Tuesday, February 08, 2005

Licensing Audio Rights

Question: We are about to release our first book, ScreamFree Parenting, Raising Your Kids While Keeping Your Cool, and have an audio 4-cd set that is also for sale. The folks at a web site have expressed interest in selling the cd's, but the royalties they have offered us (they would reproduce and do all of the work and just send us a check) seems incredibly low. They also want the right to sublicense to others, which seems an affront to me. Would you have any thoughts on working with them and/or what would by a typical royalty to receive in this type of setup? Thank you so much for your help.

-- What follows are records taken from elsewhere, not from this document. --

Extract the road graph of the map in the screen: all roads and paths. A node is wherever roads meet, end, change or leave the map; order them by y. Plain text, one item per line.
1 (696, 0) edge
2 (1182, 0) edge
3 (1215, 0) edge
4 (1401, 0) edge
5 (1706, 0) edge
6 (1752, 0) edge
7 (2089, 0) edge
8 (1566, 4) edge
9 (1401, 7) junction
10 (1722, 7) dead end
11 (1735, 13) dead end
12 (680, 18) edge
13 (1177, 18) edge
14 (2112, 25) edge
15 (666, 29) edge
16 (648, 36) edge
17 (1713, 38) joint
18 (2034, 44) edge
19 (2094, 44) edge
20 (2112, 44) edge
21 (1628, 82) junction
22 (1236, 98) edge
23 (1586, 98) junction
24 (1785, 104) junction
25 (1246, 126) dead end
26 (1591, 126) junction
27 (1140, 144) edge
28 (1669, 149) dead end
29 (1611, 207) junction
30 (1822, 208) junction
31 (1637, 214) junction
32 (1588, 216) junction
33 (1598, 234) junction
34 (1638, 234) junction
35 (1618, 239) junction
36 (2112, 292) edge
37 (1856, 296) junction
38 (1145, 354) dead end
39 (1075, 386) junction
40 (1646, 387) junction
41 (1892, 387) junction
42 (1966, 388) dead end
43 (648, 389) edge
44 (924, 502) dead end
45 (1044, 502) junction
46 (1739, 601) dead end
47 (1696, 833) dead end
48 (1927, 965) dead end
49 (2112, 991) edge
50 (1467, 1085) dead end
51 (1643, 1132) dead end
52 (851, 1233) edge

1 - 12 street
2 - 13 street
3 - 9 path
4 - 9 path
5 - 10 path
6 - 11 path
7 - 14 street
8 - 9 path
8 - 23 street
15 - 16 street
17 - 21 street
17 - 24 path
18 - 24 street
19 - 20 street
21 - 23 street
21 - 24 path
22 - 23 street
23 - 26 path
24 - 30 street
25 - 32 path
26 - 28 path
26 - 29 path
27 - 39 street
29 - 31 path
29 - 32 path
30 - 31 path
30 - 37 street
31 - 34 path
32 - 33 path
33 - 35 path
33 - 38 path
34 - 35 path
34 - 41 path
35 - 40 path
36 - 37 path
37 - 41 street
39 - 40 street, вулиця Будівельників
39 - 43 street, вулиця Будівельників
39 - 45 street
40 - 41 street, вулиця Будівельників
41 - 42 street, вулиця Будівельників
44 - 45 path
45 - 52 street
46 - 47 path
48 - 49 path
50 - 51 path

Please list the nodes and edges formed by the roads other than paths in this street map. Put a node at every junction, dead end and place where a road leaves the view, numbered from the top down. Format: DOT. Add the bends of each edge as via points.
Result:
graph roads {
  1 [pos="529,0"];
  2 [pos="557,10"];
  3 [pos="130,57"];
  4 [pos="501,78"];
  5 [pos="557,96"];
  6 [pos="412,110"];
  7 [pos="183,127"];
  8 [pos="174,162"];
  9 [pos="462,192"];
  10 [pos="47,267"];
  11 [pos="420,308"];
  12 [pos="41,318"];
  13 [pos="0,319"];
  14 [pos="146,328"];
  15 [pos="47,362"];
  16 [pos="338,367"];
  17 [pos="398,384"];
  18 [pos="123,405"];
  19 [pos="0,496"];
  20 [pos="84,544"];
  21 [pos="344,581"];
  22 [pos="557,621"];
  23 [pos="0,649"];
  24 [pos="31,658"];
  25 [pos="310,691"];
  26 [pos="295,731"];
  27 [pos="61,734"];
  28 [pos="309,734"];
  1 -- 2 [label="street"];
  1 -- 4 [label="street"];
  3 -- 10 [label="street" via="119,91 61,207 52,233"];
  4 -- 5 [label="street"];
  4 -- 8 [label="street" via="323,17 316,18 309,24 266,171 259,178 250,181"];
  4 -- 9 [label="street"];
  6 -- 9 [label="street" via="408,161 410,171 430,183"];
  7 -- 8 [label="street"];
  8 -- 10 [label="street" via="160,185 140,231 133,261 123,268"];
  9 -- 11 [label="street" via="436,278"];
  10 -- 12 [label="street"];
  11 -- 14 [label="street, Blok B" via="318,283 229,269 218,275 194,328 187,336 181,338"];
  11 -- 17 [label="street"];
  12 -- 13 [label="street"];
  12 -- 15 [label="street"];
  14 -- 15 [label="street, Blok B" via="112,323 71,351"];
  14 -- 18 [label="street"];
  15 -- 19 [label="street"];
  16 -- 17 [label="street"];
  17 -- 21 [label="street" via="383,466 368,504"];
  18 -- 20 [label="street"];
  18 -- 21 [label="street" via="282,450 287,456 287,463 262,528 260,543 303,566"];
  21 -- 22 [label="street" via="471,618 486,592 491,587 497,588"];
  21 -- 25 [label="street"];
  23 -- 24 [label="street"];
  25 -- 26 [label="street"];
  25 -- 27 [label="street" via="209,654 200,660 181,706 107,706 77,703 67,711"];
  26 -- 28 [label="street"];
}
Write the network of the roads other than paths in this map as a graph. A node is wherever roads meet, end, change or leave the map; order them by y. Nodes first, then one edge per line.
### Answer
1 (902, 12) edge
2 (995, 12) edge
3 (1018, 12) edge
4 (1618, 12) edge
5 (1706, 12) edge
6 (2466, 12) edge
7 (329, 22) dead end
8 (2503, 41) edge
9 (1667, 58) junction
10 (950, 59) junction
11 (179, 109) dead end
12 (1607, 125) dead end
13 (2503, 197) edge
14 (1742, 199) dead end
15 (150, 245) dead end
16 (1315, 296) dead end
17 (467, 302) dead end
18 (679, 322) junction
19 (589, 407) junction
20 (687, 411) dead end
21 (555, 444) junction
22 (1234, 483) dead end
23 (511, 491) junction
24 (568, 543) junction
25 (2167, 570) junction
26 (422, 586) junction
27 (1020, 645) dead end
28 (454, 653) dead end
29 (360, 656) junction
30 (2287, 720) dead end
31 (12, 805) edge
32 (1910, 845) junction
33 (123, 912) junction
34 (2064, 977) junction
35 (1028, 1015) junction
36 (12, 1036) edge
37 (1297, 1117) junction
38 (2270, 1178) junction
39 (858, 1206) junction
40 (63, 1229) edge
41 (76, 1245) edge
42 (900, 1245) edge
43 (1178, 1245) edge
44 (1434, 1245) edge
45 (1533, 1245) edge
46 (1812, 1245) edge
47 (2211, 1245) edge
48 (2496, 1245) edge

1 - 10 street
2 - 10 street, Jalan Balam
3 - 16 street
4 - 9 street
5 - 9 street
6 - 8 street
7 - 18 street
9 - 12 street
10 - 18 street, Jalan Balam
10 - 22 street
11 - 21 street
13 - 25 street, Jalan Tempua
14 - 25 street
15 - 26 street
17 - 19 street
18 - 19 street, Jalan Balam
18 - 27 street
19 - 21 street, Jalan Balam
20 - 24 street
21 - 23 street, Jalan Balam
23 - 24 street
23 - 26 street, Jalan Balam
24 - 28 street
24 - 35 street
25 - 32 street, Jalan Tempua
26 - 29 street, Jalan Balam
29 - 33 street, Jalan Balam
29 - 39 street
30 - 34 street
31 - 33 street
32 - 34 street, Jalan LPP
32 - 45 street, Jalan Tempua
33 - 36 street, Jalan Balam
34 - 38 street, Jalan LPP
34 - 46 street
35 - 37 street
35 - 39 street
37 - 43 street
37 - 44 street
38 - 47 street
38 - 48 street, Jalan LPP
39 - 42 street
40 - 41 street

Answer: The sub-licensing allows them to sell more of your CD set. Since you didn't say the amount of the royalty they offered, I can't comment on whether it was fair or not. The important thing is to offer then a non-exclusive license to reproduce and sell your CD set. That allows you to license others as well -- and to sell rights to another audio publisher at some point. You should probably also set a time limit on the license or some other limit that allows you to take back the license if things don't work out well between the two of you.

Personally, I'd probably sign with with the company if the royalty were reasonable (5 to 15%) and I didn't have a good chance to sell the rights to a more recognized audio publisher. Any sales they make will be the icing on the cake, since I would still be selling the CDs as well on my own and maybe licensing it to others as well. Any sales made by them will only increase the size of my audience for future books, CDs, seminars, newsletters, reports, etc. Plus they would help to create the word of mouth that helps to sell the current book and CD set to other people.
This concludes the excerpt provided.